Por Hugo Giovanetti Viola
Enrique Estrázulas saltó a la notoriedad tontovideana en 1968, cuando su segundo poemario terminó llegando a placé en un importante concurso nacional y Juan Carlos Onetti, haciendo renacer al legendario Periquito el Aguador, apedreó Marcha con un suelto donde no sólo profetizaba que el autor de Fueye iba
a ser insoslayable en nuestro futuro literario sino asombrándose
sarcásticamente, además, de que algún otro plumífero incipiente pudiese
haberle ganado.
Yo
era muy joven como para darme cuenta de que aquel pequeño y saludable
escándalo era digno de los tsunámicos despelotes novecentistas, pero en
el ambientún culturoso no pasó nada. Marcha ya se había vuelto una fariseica pasarela del glamour y el charco ninguneó olímpicamente la provocación del Viejo.

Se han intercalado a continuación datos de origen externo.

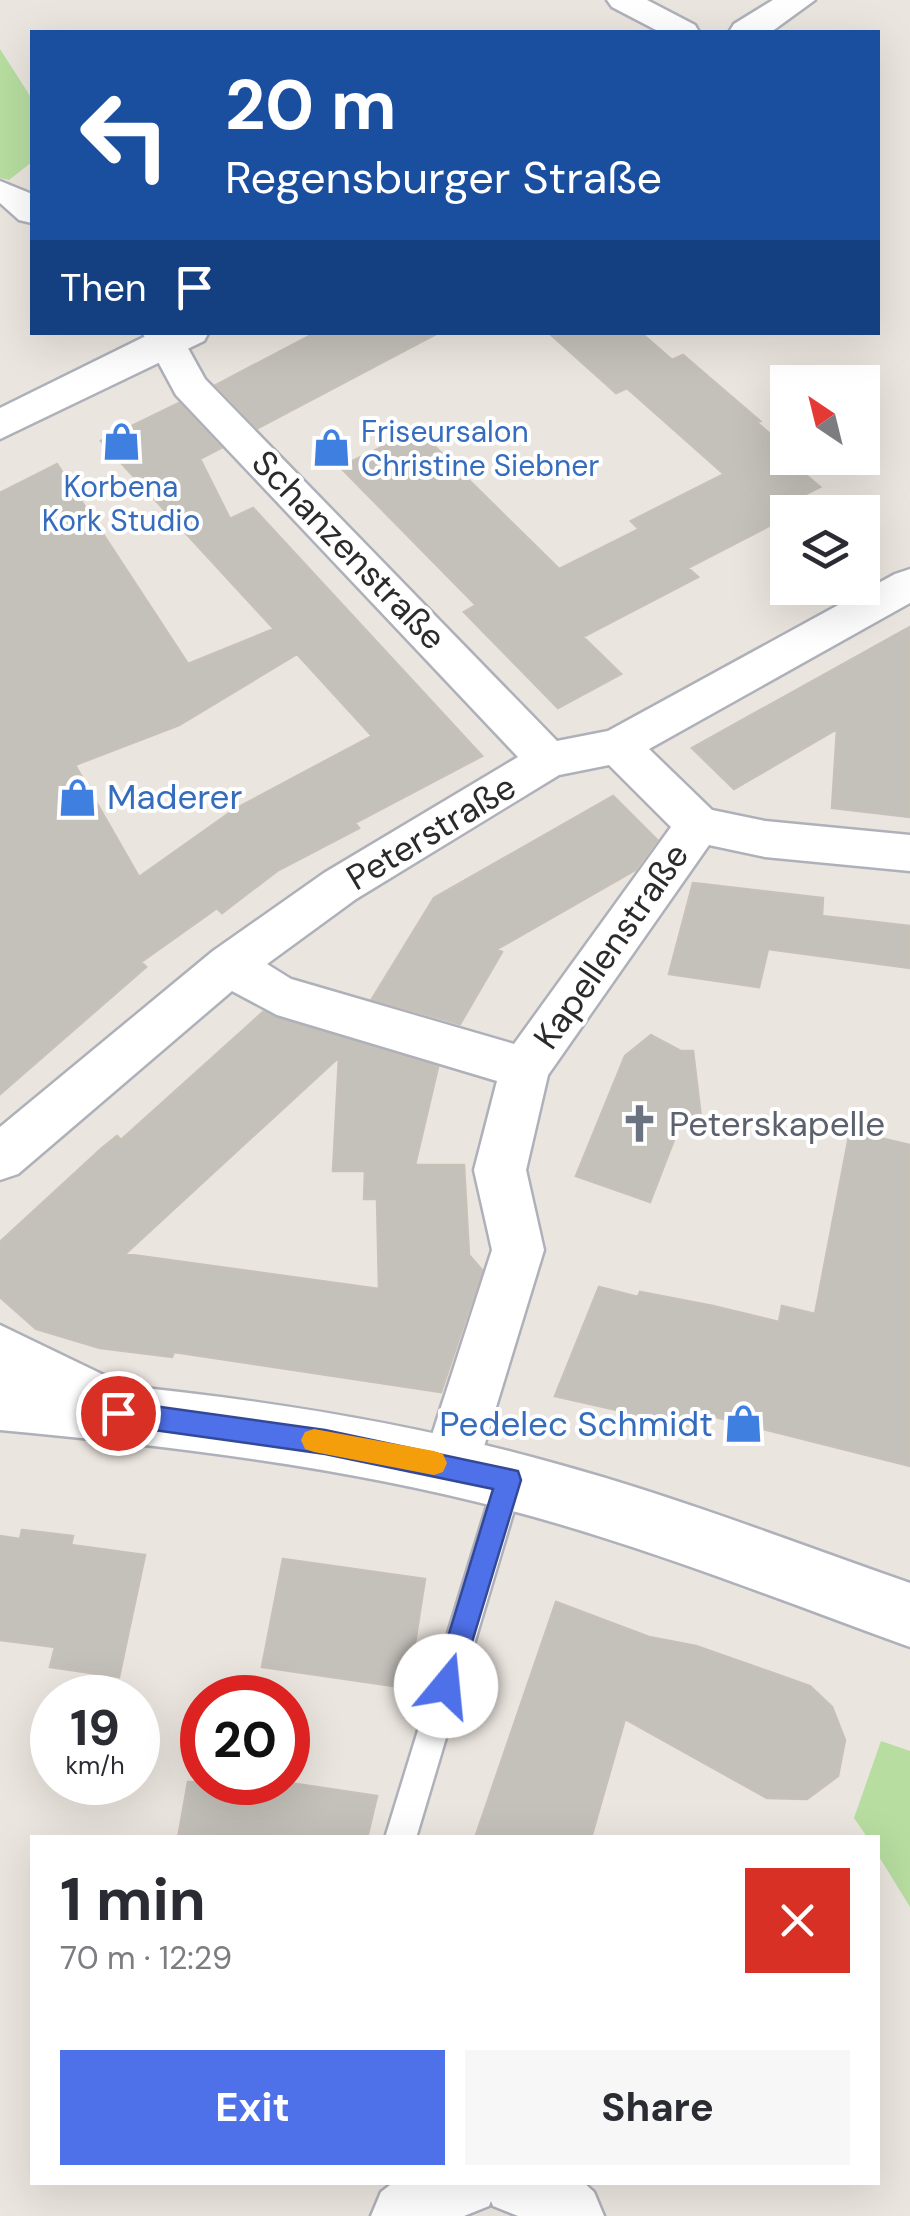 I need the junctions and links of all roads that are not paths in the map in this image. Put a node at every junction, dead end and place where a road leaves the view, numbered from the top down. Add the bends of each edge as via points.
1 (624, 0) edge
2 (798, 0) edge
3 (679, 30) edge
4 (750, 30) edge
5 (172, 336) edge
6 (0, 426) edge
7 (910, 584) edge
8 (618, 746) junction
9 (548, 760) junction
10 (698, 824) junction
11 (910, 853) edge
12 (230, 965) junction
13 (524, 1068) junction
14 (0, 1158) edge
15 (0, 1352) edge
16 (0, 1402) edge
17 (118, 1413) junction
18 (479, 1473) junction
19 (910, 1615) edge
20 (401, 1835) edge
21 (458, 2185) edge
22 (524, 2185) edge
23 (405, 2216) edge
24 (570, 2216) edge

1 - 3 street
2 - 4 main road
5 - 6 main road
5 - 9 street, Schanzenstraße via 190,386
7 - 8 street, Peterstraße
8 - 9 street, Peterstraße
8 - 10 street
9 - 12 street, Peterstraße via 340,886
10 - 11 street via 764,839
10 - 13 street, Kapellenstraße
12 - 13 street, Kapellenstraße via 277,995
12 - 14 street, Peterstraße
13 - 18 street, Kapellenstraße via 500,1170 518,1250 467,1403
15 - 17 main road
16 - 17 main road
17 - 18 main road via 263,1432
18 - 19 main road via 616,1511
18 - 20 lane
21 - 23 street
22 - 24 street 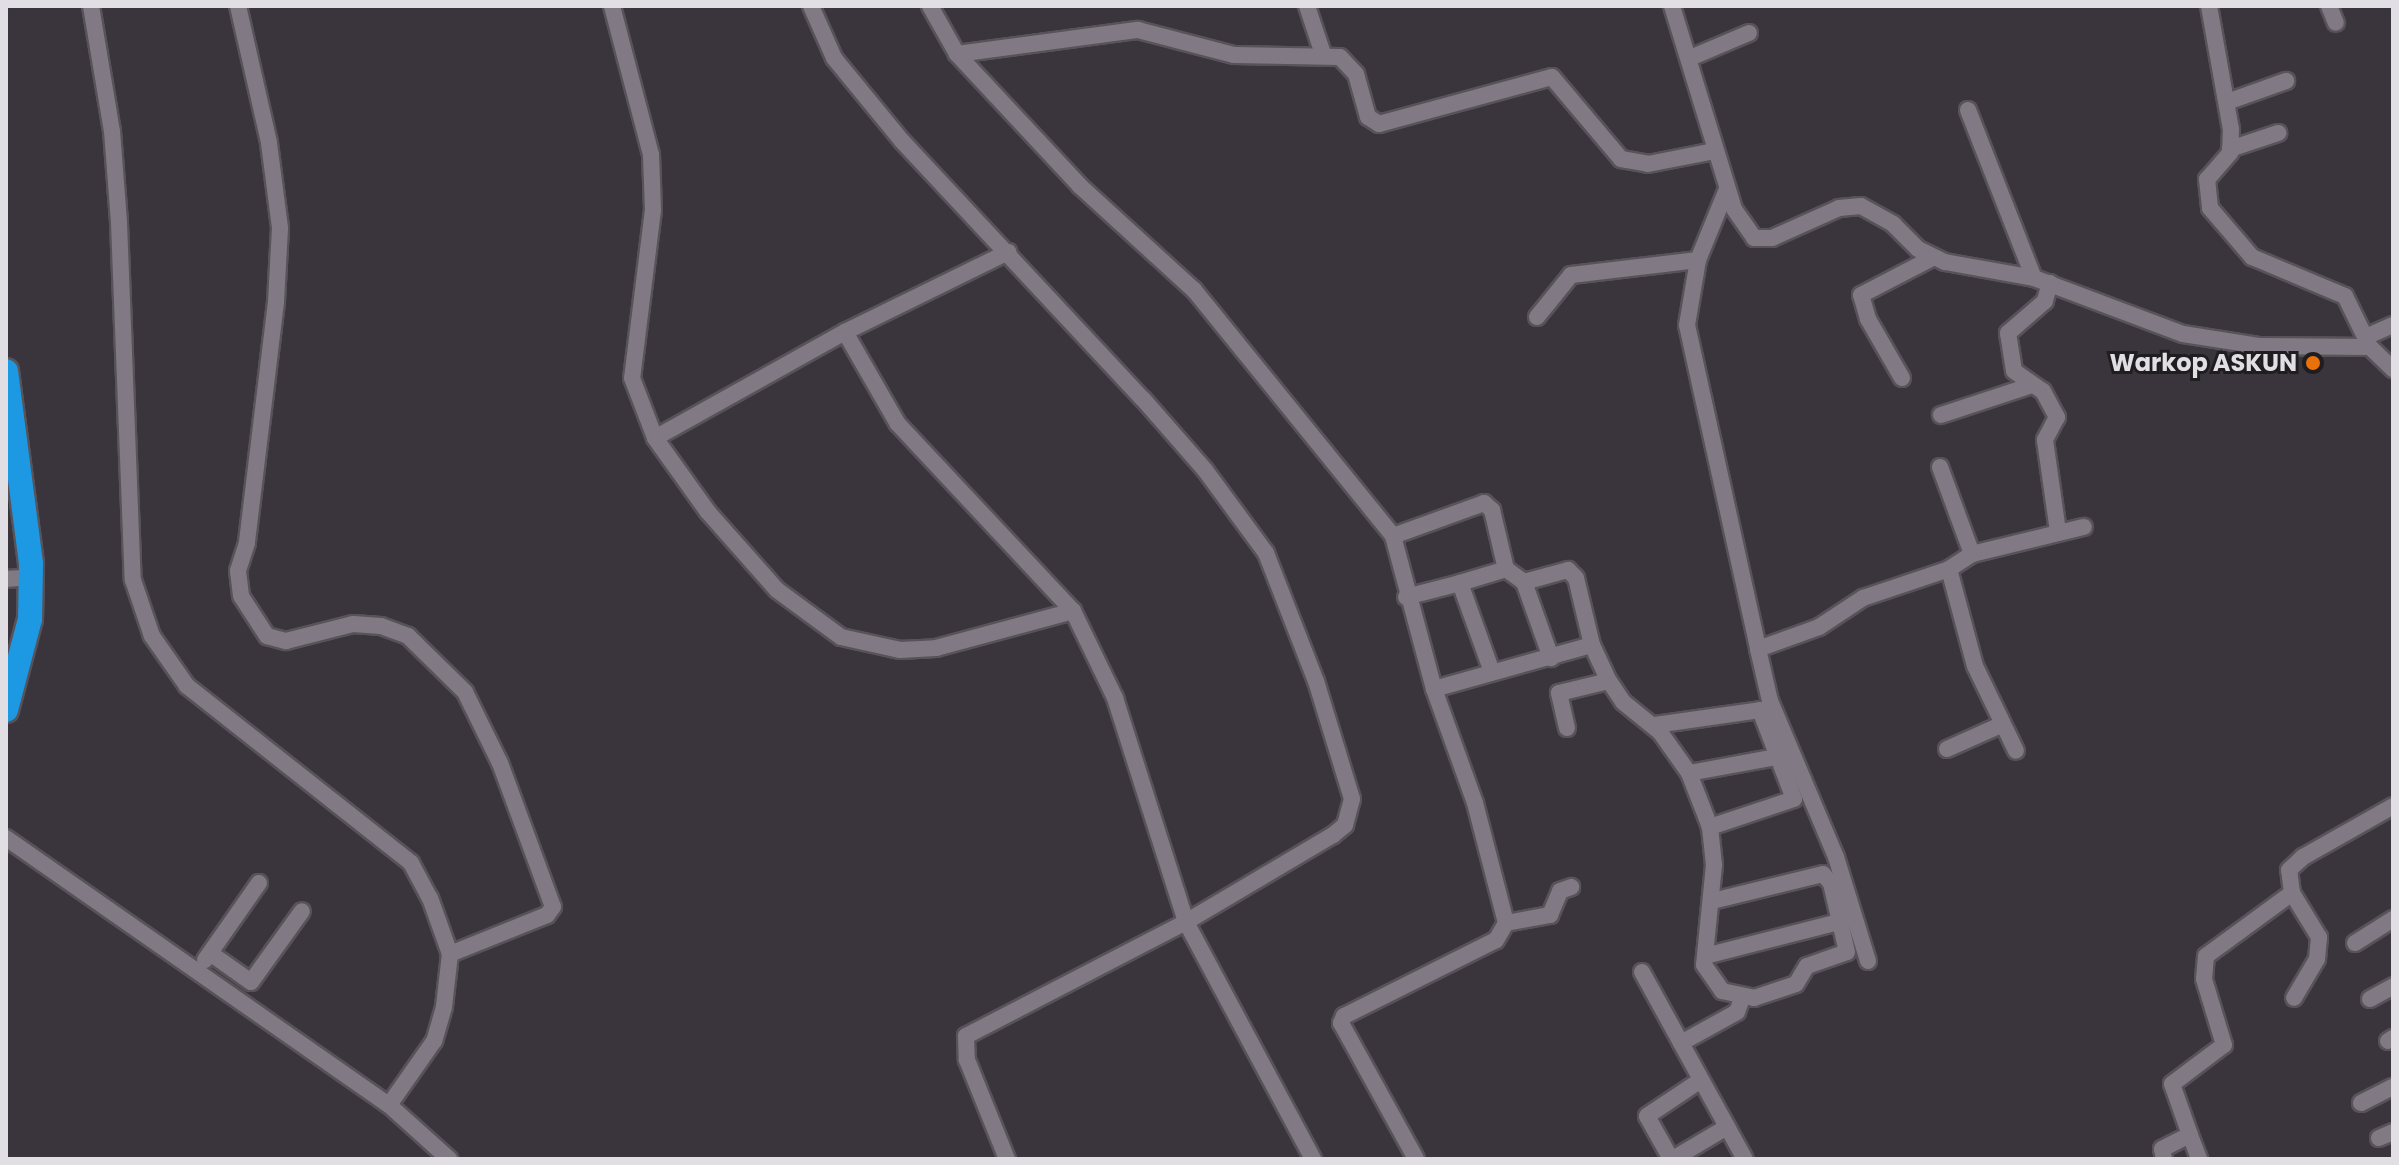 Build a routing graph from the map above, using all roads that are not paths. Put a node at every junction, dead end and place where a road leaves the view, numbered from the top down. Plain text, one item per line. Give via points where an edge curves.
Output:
1 (91, 6) edge
2 (238, 6) edge
3 (612, 6) edge
4 (811, 6) edge
5 (1307, 6) edge
6 (1672, 6) edge
7 (2209, 6) edge
8 (2329, 6) edge
9 (934, 7) edge
10 (2336, 23) dead end
11 (1749, 33) dead end
12 (957, 54) junction
13 (1323, 54) junction
14 (1690, 58) junction
15 (2286, 81) dead end
16 (2227, 102) junction
17 (1968, 110) dead end
18 (2278, 133) dead end
19 (2230, 149) junction
20 (1714, 151) junction
21 (1727, 189) junction
22 (1008, 252) junction
23 (1932, 258) junction
24 (1698, 260) junction
25 (2034, 278) junction
26 (2050, 283) junction
27 (1537, 317) dead end
28 (845, 332) junction
29 (2377, 334) edge
30 (2393, 369) edge
31 (6, 371) edge
32 (1902, 378) dead end
33 (2032, 385) junction
34 (1941, 415) dead end
35 (6, 427) edge
36 (655, 438) junction
37 (1940, 467) dead end
38 (2084, 527) dead end
39 (2058, 531) junction
40 (1393, 536) junction
41 (1972, 554) junction
42 (1506, 569) junction
43 (1949, 569) junction
44 (14, 578) edge
45 (1524, 582) junction
46 (1460, 583) junction
47 (1406, 597) junction
48 (1073, 611) junction
49 (1592, 645) junction
50 (1758, 649) junction
51 (1551, 658) junction
52 (1492, 672) junction
53 (1609, 681) junction
54 (6, 683) edge
55 (1434, 689) junction
56 (6, 710) edge
57 (2003, 724) junction
58 (1655, 725) junction
59 (1567, 728) dead end
60 (1947, 749) dead end
61 (2016, 751) dead end
62 (1776, 757) junction
63 (1689, 773) junction
64 (2393, 806) edge
65 (1710, 827) junction
66 (6, 838) edge
67 (259, 883) dead end
68 (1571, 887) dead end
69 (2292, 893) junction
70 (1712, 901) junction
71 (302, 911) dead end
72 (2393, 919) edge
73 (1842, 921) junction
74 (1186, 922) junction
75 (1506, 923) junction
76 (2355, 943) dead end
77 (210, 953) junction
78 (450, 954) junction
79 (1705, 956) junction
80 (1868, 961) dead end
81 (197, 971) junction
82 (1642, 972) dead end
83 (2390, 980) edge
84 (1742, 998) junction
85 (2294, 998) dead end
86 (2370, 999) dead end
87 (1681, 1043) junction
88 (1701, 1080) junction
89 (2393, 1087) edge
90 (2361, 1103) dead end
91 (389, 1105) junction
92 (1727, 1127) junction
93 (2190, 1135) junction
94 (449, 1159) edge
95 (1007, 1159) edge
96 (1313, 1159) edge
97 (1416, 1159) edge
98 (1672, 1159) edge
99 (1745, 1159) edge
100 (2164, 1159) edge
101 (2199, 1159) edge

1 - 78 street via 112,131 118,208 133,580 152,636 187,686 411,863
2 - 78 street via 269,143 280,228 247,543 238,571 241,596 267,636 286,641 353,624 381,626 408,636 465,692 513,796 553,907 547,915
3 - 36 street via 651,155 653,210 632,378
4 - 22 street via 834,58 902,141
5 - 13 street
6 - 14 street
7 - 16 street
8 - 10 street
9 - 12 street
11 - 14 street
12 - 13 street via 1138,30 1234,55
12 - 40 street via 1080,186 1194,290
13 - 20 street via 1351,64 1364,110 1379,124 1552,77 1621,159 1648,164
14 - 20 street
15 - 16 street
16 - 19 street
17 - 25 street
18 - 19 street
19 - 29 street via 2205,189 2217,220 2252,257 2345,296
20 - 21 street
21 - 23 street via 1745,230 1754,238 1772,238 1839,208 1861,206 1882,216
21 - 24 street
22 - 28 street
22 - 74 street via 1205,470 1266,553 1316,681 1352,799 1345,825 1333,835
23 - 25 street
23 - 32 street via 1861,295 1868,319
24 - 27 street via 1571,275
24 - 50 street via 1687,325
25 - 26 street
26 - 29 street via 2183,334 2260,346
26 - 33 street via 2045,301 2008,333 2014,371
28 - 36 street
28 - 48 street via 898,424
29 - 30 street
31 - 56 highway via 31,564 30,619
33 - 34 street
33 - 39 street via 2043,391 2058,420 2045,440
35 - 44 highway
36 - 48 street via 708,512 777,590 841,637 900,650 936,648
37 - 41 street
38 - 39 street
39 - 41 street
40 - 42 street via 1484,503 1492,510
40 - 47 street
41 - 43 street
42 - 45 street
42 - 46 street
43 - 50 street via 1863,598 1819,627
43 - 57 street via 1975,666
44 - 54 highway
45 - 49 street via 1572,572
45 - 51 street
46 - 47 street
46 - 52 street
47 - 55 street
48 - 74 street via 1115,698
49 - 51 street
49 - 53 street
50 - 80 street via 1770,701 1836,857
51 - 52 street
52 - 55 street
53 - 58 street via 1623,702
53 - 59 street via 1559,693
55 - 75 street via 1475,803
57 - 60 street
57 - 61 street
58 - 62 street via 1757,708
58 - 63 street
62 - 63 street
62 - 65 street via 1794,799
63 - 65 street
64 - 69 street via 2292,866
65 - 70 street
66 - 81 street
67 - 77 street
68 - 75 street via 1560,891 1550,915
69 - 85 street via 2319,937 2317,959
69 - 93 street via 2206,956 2205,985 2224,1045 2172,1084
70 - 73 street via 1823,874 1831,883
70 - 79 street
71 - 77 street via 251,982
72 - 76 street
73 - 79 street
73 - 84 street via 1848,948 1843,956 1807,966 1796,984
74 - 95 street via 966,1036 967,1060
74 - 96 street
75 - 97 street via 1496,940 1344,1016 1341,1023
77 - 81 street
78 - 91 street via 434,1041
79 - 84 street via 1715,984
81 - 91 street
82 - 87 street
83 - 86 street
84 - 87 street via 1737,1012
87 - 88 street
88 - 92 street
88 - 98 street via 1647,1116
89 - 90 street
91 - 94 street
92 - 98 street
92 - 99 street
93 - 100 street via 2162,1149
93 - 101 street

A mí me sirvió, en cambio, para comprar Fueye,
deslumbrarme con la garra gardelera y vallejiana de aquella poesía tan
refinadamente sufridora y me las arreglé para localizar al Quique en la
redacción de El País y pedirle que me firmara un ejemplar.
Charlamos
un rato largo, y recién al bajar a la calle pude vichar la dedicatoria
donde el hombre-muchacho de prestancia patricia me pedía que no creyera
en las mentiras de Onetti.
Otra
cosa que hice fue rastrear al ganador del concurso, que ya vedetteaba
en la página literaria de un diario independiente de la época, y me di
cuenta enseguida que atrás de lo que escribía nunca iba a existir nadie.
(Con
el tiempo hizo muchísima “carrera” literaria, aquí y en Yanquilandia,
garrapateó ponciopilatianamente a la guerrilla para lucirse en Cuba,
fue catedrático de Humanidades y terminó siendo uno de los figurones
culturales más paupérrimos y calamitosos de la administración
mujiquista.)
Yo me reencontré con Estrázulas recién al volver de París en el 75, cuando él ya trabajaba en la página literaria de El Día, donde colaboró con la difusión de muchísima gente sin hacer distinciones de ningún tipo.
(Al
él, sin embargo, el ambientún internacionalista ya lo había excomulgado
de por vida desde que votó a Wilson Ferreira Aldunate en el 71, pero
durante la dictadura no hubo más remedio que usarlo
simpatiquísimamente.)
Y
me acuerdo, Quique, que una tarde muy soleada de otoño nos cruzamos en
un boliche de 21 de setiembre, nos tomamos dos jarras de tinto y pasamos
a buscar a tu hijita María porque yo me ofrecí a arrimarlos a Malvín en
la camioneta de mi padre. Y a la altura de la Isla de las Gaviotas se
me ocurrió doblar por Enrique Estrázulas y decirle a la niña de tus ojos
que la calle se llamaba así en homenaje a vos y ella miraba los
cartelitos de las columnas y la inocencia le resplandecía como en una
Mañana de Reyes.
Hace pocos años nos vimos en un acto que hubo en Agadu y me dijiste que nunca te ibas a olvidar del paseo por Malvín.
Ahora
te están velando y te confieso que recién acabo de entender,
escribiendo esta paginita recordatoria, que aquella tarde fuimos tres
niños anclados en el paraíso, como escribiste a propósito de Pepe Corvina.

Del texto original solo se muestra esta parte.